# Problem requirements:
Check every line of the records below for the string "Takagashi", then report only how many lines have it.

(Dataset entries)
= = =

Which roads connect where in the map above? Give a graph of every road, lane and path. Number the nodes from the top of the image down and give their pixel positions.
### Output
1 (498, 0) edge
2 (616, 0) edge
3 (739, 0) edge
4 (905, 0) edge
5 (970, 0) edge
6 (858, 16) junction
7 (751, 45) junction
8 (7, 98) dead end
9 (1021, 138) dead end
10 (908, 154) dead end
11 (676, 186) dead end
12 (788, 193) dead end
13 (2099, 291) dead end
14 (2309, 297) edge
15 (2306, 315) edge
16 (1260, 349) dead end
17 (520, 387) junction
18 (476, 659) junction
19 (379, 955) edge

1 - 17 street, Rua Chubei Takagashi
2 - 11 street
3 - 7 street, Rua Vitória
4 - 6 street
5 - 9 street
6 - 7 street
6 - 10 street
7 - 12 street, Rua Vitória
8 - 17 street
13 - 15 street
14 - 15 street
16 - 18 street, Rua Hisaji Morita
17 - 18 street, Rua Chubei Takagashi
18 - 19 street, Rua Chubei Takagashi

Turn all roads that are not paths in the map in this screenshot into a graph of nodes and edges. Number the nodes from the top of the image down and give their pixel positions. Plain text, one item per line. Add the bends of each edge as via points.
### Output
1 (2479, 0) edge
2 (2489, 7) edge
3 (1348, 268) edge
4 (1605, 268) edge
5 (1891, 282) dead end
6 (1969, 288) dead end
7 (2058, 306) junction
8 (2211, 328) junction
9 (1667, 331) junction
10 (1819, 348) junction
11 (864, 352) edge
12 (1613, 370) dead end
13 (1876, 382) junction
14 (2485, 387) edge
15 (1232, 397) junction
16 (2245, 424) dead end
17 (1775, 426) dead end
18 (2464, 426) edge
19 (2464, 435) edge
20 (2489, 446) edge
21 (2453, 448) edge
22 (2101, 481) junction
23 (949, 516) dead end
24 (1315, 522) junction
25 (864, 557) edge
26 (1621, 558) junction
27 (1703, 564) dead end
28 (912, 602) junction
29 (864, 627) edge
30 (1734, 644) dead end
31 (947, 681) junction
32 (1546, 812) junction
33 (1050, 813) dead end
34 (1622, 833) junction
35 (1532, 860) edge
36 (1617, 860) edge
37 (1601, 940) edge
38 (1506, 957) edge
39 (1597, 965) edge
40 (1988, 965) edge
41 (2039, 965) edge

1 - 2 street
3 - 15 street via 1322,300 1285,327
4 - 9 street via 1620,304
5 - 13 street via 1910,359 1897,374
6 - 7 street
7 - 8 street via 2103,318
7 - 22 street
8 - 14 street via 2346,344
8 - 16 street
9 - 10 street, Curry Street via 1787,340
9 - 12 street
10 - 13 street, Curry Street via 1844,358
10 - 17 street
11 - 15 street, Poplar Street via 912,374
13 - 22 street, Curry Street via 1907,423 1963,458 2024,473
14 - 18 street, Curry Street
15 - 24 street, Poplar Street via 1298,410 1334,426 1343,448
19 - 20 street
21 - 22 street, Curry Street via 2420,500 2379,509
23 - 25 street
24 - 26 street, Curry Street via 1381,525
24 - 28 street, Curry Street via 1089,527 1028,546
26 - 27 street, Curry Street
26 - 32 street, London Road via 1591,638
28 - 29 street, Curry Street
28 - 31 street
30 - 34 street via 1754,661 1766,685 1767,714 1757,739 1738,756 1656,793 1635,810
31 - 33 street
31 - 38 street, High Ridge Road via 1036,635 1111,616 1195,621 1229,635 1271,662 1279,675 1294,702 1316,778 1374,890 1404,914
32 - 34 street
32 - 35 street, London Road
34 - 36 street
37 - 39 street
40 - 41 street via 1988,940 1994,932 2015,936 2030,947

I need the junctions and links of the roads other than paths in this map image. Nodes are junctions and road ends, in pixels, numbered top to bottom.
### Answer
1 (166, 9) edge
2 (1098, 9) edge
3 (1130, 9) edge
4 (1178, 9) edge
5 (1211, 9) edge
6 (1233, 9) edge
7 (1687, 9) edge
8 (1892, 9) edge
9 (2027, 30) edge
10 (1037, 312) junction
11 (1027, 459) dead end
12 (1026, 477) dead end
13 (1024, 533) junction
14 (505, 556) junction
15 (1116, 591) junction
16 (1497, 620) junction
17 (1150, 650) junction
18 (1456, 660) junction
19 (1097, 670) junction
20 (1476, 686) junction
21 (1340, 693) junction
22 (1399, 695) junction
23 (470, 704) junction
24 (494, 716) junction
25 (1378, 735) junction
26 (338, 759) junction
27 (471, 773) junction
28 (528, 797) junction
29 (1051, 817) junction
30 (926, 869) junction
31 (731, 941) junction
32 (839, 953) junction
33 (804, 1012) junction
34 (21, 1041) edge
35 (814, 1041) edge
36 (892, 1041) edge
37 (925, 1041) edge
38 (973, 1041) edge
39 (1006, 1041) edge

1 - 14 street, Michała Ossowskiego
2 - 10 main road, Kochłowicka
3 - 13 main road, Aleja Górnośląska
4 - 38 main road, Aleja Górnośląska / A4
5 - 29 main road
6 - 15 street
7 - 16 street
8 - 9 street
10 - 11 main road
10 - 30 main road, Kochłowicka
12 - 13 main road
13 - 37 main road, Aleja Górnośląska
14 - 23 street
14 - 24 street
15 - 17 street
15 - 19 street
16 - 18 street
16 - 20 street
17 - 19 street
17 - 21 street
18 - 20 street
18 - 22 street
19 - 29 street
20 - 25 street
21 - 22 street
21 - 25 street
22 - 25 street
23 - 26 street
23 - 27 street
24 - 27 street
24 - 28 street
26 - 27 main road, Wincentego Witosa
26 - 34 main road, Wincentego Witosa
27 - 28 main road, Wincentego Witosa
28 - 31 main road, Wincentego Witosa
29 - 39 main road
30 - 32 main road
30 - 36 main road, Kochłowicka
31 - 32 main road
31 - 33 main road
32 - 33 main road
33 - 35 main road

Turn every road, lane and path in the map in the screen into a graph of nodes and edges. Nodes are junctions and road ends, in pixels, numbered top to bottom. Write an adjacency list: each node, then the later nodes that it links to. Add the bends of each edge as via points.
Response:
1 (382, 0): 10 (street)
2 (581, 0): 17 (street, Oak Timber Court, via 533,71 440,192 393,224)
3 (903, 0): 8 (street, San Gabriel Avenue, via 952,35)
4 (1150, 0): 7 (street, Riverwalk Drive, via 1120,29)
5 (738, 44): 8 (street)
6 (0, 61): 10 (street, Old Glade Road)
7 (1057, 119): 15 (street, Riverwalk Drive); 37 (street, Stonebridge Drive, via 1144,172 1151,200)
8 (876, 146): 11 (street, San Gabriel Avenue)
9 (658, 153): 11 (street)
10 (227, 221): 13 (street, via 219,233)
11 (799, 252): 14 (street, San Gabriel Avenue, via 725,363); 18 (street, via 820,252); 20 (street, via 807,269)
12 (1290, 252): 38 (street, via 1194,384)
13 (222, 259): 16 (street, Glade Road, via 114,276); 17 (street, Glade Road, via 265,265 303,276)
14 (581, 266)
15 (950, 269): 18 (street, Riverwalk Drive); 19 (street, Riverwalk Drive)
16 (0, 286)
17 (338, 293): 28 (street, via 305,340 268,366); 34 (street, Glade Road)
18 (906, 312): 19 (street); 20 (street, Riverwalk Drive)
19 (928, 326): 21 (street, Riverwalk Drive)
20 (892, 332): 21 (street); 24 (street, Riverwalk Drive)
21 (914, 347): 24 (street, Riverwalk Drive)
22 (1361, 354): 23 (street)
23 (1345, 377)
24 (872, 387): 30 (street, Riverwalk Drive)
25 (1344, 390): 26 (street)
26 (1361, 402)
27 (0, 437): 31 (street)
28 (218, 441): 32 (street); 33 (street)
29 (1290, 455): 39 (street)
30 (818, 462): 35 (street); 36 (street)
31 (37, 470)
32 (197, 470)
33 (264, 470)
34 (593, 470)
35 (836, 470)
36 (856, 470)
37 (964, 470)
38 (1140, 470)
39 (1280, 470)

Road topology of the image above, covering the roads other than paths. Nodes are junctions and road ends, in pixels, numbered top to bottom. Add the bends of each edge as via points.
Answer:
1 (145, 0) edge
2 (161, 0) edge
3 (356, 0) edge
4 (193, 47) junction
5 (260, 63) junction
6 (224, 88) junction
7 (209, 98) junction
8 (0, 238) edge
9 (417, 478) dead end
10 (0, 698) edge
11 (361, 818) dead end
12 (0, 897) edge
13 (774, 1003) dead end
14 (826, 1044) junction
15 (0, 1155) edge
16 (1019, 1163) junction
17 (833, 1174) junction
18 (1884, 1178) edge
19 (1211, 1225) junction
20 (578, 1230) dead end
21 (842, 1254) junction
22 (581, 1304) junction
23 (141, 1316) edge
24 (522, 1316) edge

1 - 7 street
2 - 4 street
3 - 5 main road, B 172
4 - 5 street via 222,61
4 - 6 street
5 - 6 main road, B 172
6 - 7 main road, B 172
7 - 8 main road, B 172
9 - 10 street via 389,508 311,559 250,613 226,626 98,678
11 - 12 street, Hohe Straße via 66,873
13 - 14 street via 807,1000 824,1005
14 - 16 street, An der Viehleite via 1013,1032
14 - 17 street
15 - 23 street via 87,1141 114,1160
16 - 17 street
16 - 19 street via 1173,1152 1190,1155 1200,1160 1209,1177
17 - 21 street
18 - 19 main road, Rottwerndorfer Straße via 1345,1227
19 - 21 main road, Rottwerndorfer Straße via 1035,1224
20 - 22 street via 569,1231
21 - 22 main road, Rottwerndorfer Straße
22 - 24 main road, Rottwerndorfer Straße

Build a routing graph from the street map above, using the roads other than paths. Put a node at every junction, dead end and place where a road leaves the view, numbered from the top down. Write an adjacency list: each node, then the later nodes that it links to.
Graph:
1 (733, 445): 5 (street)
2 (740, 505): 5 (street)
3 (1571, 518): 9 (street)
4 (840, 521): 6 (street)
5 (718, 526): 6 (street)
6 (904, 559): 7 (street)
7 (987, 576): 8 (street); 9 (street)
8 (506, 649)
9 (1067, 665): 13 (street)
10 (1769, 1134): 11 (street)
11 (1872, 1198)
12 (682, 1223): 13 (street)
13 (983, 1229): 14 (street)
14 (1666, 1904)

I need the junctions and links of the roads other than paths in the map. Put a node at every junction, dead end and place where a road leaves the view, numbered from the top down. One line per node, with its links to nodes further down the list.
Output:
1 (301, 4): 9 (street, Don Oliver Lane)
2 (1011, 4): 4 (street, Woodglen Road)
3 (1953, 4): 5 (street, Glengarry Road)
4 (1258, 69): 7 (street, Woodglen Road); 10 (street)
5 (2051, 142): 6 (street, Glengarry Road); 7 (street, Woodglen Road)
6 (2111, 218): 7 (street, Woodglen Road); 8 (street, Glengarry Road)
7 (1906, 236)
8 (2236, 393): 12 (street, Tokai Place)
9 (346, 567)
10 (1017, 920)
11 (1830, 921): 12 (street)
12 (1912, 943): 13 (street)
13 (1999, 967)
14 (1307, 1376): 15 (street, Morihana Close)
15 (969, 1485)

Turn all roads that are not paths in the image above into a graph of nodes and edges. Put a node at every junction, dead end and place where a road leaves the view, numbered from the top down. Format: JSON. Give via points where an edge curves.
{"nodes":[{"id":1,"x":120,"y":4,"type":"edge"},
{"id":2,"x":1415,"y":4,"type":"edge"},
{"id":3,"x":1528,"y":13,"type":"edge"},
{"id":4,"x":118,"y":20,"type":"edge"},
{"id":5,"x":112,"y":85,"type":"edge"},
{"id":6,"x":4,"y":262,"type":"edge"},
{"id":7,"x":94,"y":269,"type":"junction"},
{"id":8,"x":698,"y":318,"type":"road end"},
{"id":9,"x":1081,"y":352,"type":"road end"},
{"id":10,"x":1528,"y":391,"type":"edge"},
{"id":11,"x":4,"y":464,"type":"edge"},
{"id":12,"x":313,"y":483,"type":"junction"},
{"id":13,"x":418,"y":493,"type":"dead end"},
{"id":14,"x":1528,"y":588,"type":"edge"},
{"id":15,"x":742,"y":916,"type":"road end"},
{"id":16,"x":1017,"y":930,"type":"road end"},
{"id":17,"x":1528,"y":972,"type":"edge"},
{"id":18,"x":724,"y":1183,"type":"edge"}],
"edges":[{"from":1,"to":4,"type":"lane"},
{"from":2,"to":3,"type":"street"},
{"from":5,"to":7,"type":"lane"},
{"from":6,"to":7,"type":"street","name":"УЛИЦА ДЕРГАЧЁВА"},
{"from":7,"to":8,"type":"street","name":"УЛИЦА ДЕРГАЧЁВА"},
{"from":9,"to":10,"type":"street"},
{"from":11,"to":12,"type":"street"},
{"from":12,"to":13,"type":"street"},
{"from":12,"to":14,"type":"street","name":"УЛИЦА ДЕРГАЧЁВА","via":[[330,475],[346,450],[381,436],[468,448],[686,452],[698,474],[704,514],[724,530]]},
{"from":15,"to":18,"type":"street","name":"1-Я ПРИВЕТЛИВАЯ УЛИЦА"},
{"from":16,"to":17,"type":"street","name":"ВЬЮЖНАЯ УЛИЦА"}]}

= = =

# Response below:
3